IMPORTANT – The "colour inside" logo on the cover page of this document indicates that it
contains colours which are considered to be useful for the correct understanding of its
contents. Users should therefore print this document using a colour printer.

– 6 – IEC TS 62607-6-16:2022  IEC 2022
INTRODUCTION
Atomically thin 2D materials are expected to be used for future electrical sub-systems or
electronic device applications. For these applications, the materials need to be doped with
dopants to generate carriers. In contrast to 3D bulk materials, carrier concentrations in 2D
materials are difficult to measure directly due to their limited thickness.
– Different from conventional 3D bulk materials in which doping effect is induced from
activation of substitutional dopant atoms, the doping effect in 2D materials is mostly induced
by generation of free carriers, for example electrons by using plasma treatment, chemical
treatment, etc.
– In the 3D bulk materials, carrier concentration can be obtained by measuring concentration
of dopant atoms under the assumption that both concentrations are the same. Therefore, it
is possible to measure the doping concentration in 3D bulk materials using secondary ion
mass spectroscopy (SIMS), which measures the concentration of dopant atoms, and using
I-V or C-V characterization, which measures the concentration of free charge carriers such
as electrons and holes [1] .
– In contrast, in the 2D materials, carrier concentration needs to be measured for carriers
such as electrons and holes which are induced from external means such as plasma
treatment or chemical treatment.
For this reason, a standard method to determine the carrier concentration needs to be
established for 2D materials.
—————————
Numbers in square brackets refer to the Bibliography.

NANOMANUFACTURING –
KEY CONTROL CHARACTERISTICS –
Part 6-16: Two-dimensional materials –
Carrier concentration: Field effect transistor method

1 Scope
This part of IEC TS 62607 establishes a standardized method to determine the key control
characteristic
• carrier concentration
for semiconducting two-dimensional materials by the
• field effect transistor (FET) method.
For semiconducting two-dimensional materials, the carrier concentration is evaluated using a
field effect transistor (FET) test by a measurement of the voltage shift obtained from transfer
curve upon doping process.
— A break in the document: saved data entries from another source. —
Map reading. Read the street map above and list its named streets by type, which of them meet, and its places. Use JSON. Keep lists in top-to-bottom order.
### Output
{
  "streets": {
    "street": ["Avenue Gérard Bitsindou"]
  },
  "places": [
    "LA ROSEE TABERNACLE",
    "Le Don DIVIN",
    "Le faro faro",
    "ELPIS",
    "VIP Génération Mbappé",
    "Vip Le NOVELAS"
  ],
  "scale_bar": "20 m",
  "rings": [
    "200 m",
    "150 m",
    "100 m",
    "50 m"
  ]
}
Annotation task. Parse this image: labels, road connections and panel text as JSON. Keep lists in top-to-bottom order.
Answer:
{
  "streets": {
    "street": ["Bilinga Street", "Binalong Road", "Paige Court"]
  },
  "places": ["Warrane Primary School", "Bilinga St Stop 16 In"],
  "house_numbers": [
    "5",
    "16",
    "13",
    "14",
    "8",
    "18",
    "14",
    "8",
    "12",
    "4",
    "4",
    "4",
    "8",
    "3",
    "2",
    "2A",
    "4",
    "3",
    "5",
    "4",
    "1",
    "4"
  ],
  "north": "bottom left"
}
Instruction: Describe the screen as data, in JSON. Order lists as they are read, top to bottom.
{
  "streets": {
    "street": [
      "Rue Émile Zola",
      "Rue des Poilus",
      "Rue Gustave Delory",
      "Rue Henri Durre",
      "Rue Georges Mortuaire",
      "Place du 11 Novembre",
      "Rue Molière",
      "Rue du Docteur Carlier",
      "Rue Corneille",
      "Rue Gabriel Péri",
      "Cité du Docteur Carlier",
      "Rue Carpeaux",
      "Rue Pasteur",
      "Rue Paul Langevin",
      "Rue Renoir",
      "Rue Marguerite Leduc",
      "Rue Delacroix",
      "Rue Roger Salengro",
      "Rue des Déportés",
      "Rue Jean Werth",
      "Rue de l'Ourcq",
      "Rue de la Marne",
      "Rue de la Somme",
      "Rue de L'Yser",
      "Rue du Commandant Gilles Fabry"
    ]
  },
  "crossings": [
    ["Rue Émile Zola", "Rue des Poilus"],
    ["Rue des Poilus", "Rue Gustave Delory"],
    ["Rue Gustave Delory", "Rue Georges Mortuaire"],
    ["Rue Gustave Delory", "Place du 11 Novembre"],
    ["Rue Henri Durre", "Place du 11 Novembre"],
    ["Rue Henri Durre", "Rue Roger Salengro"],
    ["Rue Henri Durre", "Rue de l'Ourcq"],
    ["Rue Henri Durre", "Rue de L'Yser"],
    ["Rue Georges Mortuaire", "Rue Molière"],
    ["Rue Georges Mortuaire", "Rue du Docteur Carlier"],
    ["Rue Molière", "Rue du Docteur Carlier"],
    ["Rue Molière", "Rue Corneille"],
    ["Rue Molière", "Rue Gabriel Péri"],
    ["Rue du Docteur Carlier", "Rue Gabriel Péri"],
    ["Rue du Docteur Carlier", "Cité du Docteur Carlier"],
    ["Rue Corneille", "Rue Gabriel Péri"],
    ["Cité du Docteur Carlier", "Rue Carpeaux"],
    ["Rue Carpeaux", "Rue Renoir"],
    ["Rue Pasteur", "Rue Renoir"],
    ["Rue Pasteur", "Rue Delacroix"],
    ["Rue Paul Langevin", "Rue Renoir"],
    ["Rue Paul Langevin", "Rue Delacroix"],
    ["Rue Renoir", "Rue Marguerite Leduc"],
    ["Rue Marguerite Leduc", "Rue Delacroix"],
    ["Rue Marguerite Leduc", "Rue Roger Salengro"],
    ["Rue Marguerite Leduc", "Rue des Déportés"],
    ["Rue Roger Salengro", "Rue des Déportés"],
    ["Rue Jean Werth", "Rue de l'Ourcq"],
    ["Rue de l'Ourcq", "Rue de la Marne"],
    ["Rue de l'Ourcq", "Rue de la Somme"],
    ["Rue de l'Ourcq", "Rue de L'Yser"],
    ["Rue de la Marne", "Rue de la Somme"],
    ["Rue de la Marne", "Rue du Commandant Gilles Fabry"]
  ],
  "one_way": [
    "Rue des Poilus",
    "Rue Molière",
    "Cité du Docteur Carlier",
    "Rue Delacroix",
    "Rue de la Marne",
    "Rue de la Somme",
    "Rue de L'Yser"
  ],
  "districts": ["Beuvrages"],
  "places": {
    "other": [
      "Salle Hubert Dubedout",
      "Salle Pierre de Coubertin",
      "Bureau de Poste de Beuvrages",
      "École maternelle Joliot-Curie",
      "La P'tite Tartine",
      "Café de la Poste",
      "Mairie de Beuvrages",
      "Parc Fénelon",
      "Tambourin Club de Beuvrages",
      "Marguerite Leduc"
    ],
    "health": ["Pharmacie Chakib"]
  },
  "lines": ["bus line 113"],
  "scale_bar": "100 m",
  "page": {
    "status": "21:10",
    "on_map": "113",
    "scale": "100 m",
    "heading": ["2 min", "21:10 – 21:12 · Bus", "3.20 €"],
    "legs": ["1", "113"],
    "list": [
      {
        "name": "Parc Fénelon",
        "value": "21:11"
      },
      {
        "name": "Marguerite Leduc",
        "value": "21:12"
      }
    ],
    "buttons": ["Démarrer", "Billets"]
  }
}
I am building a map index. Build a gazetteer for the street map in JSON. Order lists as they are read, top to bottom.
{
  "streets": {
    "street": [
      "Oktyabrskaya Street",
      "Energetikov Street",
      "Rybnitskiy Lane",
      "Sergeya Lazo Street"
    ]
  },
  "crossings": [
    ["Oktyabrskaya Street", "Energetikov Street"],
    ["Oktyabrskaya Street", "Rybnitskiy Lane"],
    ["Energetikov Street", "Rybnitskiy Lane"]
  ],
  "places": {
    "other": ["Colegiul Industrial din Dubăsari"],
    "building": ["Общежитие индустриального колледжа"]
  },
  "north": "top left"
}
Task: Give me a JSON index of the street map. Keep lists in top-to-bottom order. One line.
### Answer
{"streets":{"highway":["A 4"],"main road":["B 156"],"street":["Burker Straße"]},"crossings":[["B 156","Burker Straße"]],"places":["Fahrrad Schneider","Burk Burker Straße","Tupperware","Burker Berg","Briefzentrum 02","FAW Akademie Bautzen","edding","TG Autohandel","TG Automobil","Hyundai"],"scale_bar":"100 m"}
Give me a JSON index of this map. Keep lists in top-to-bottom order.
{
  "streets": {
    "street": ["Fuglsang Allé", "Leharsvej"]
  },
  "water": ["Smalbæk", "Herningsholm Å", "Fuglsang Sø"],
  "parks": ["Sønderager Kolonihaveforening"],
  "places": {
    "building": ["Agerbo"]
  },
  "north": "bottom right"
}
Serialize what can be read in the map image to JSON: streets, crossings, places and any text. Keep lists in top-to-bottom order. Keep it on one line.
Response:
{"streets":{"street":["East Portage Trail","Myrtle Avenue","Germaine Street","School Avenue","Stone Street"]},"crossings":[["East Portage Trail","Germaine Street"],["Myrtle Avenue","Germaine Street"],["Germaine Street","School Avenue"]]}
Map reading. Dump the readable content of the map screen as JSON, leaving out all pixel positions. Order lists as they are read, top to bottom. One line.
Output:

The FET test structure consists of three terminals of source, drain,
and gate where voltage is applied to induce the transistor action. Transfer curves are obtained
by measuring drain current while applying varied gate voltage and constant drain voltage with
respect to the source which is grounded.
• The method is applicable to semiconducting two-dimensional materials with a bandgap like
that in transition metal dichalcogenides (MoS , MoTe , WS , WSe , etc.) and black
2 2 2 2
phosphorous. Pristine graphene shows semi-metallic characteristics without bandgap, and
therefore this method is not applicable to pristine graphene. However, it can be used for
other graphenes with bandgap (for example, semiconducting graphene oxide).
• It is likely that the measurement results will help to qualify technologies if they are usable
for future electrical sub-systems or electronic device applications.
2 Normative references
The following documents are referred to in the text in such a way that some or all of their content
constitutes requirements of this document. For dated references, only the edition cited applies.
For undated references, the latest edition of the referenced document (including any
amendments) applies.
There are no normative references in this document.
3 Terms and definitions
For the purposes of this document, the following terms and definitions apply.
ISO and IEC maintain terminological databases for use in standardization at the following
addresses:
• IEC Electropedia: available at http://www.electropedia.org/
• ISO Online browsing platform: available at http://www.iso.org/obp

– 8 – IEC TS 62607-6-16:2022  IEC 2022
3.1 General terms
3.1.1
key control characteristic
KCC
key performance indicator
material property or intermediate product characteristic which can affect safety or compliance
with regulations, fit, function, performance, quality, reliability or subsequent processing of the
final product
Note 1 to entry: The measurement of a key control characteristic is described in a standardized measurement
procedure with known accuracy and precision.
Note 2 to entry: It is possible to define more than one measurement method for a key control characteristic if the
correlation of the results is well-defined and known.
3.1.2
bilayer graphene
2LG
two-dimensional material consisting of two well-defined stacked graphene layers
Note 1 to entry: If the stacking registry is known, it can be specified separately, for example, as "Bernal stacked
bilayer graphene".
[SOURCE: ISO/TS 80004-13:2017 [2], 3.1.2.6]
3.1.3
few-layer graphene
FLG
two-dimensional material consisting of three to ten well-defined stacked graphene layers
[SOURCE: ISO/TS 80004-13:2017 [2], 3.1.2.10]
3.1.4
two-dimensional material
2D material
material, consisting of one or several layers with the atoms in each layer strongly bonded to
neighbouring atoms in the same layer, which has one dimension, its thickness, in the nanoscale
or smaller, and the other two dimensions generally at larger scales
Note 1 to entry: The number of layers when a two-dimensional material becomes a bulk material varies depending
on both the material being measured and its properties. In the case of graphene layers, it is a two-dimensional
material up to ten layers thick for electrical measurements, beyond which the electrical properties of the material are
not distinct from those for the bulk (also known as graphite).
Note 2 to entry: Interlayer bonding is distinct from and weaker than intralayer bonding.
Note 3 to entry: Each layer may contain more than one element.
Note 4 to entry: A two-dimensional material can be a nanoplate.
[SOURCE ISO/TS 80004-13:2017 [2], 3.1.1.1]
3.2 Key control characteristics measured in accordance with this document
3.2.1
2D carrier concentration
characteristic described by the areal density of electrons or holes free to move in two
dimensions due to the atomical thinness of 2D materials that restricts the movement of the
carriers in the third direction
-2
Note 1 to entry: The unit of 2D carrier concentration is [cm ]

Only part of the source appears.